- Exercise data:

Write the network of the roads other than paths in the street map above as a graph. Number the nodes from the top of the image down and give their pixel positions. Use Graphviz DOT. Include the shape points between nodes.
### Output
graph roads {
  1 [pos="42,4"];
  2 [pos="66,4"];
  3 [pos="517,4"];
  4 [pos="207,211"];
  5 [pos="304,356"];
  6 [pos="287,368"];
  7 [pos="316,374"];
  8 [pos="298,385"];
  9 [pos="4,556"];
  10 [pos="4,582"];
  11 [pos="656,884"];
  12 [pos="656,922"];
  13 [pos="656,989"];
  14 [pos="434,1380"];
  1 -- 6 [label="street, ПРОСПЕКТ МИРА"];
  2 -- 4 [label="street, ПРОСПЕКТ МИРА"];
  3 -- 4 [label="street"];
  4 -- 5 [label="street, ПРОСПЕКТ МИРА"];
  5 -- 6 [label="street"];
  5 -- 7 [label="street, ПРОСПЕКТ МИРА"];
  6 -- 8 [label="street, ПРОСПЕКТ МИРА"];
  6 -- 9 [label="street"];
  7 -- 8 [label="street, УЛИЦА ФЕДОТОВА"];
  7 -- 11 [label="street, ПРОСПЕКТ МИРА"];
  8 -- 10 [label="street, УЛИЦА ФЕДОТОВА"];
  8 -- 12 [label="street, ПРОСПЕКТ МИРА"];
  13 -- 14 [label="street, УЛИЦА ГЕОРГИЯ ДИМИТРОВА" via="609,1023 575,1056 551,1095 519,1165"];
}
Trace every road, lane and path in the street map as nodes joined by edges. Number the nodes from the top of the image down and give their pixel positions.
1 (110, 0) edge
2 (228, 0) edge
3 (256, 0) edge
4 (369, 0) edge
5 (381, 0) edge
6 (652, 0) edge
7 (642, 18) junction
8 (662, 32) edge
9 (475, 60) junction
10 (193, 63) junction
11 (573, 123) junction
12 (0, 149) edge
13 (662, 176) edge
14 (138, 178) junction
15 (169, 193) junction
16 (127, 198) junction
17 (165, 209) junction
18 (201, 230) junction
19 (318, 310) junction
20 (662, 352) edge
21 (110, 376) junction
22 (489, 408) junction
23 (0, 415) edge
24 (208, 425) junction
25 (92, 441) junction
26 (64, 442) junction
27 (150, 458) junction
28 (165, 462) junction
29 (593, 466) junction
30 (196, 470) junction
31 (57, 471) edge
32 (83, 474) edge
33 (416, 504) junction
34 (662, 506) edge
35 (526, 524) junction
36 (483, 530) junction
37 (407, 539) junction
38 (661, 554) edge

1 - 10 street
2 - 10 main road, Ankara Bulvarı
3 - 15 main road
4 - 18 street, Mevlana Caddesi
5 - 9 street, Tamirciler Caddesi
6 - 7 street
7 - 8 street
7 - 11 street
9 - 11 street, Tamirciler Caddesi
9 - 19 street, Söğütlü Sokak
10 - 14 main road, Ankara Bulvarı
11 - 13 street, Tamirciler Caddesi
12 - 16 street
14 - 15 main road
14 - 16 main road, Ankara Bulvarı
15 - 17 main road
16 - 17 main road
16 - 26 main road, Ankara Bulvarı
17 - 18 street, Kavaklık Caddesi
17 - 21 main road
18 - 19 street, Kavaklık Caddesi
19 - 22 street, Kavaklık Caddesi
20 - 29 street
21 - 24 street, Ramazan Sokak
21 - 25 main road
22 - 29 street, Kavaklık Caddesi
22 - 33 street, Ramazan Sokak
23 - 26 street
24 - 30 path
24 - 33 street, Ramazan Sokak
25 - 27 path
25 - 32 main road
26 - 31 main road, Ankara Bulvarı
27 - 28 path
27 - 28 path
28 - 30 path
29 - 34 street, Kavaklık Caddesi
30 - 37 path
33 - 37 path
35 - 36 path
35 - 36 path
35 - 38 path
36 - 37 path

- Your instructions: Look through the entries above, find each line containing "Sokak", and copy it.

- Reply to the task:
9 - 19 street, Söğütlü Sokak
21 - 24 street, Ramazan Sokak
22 - 33 street, Ramazan Sokak
24 - 33 street, Ramazan Sokak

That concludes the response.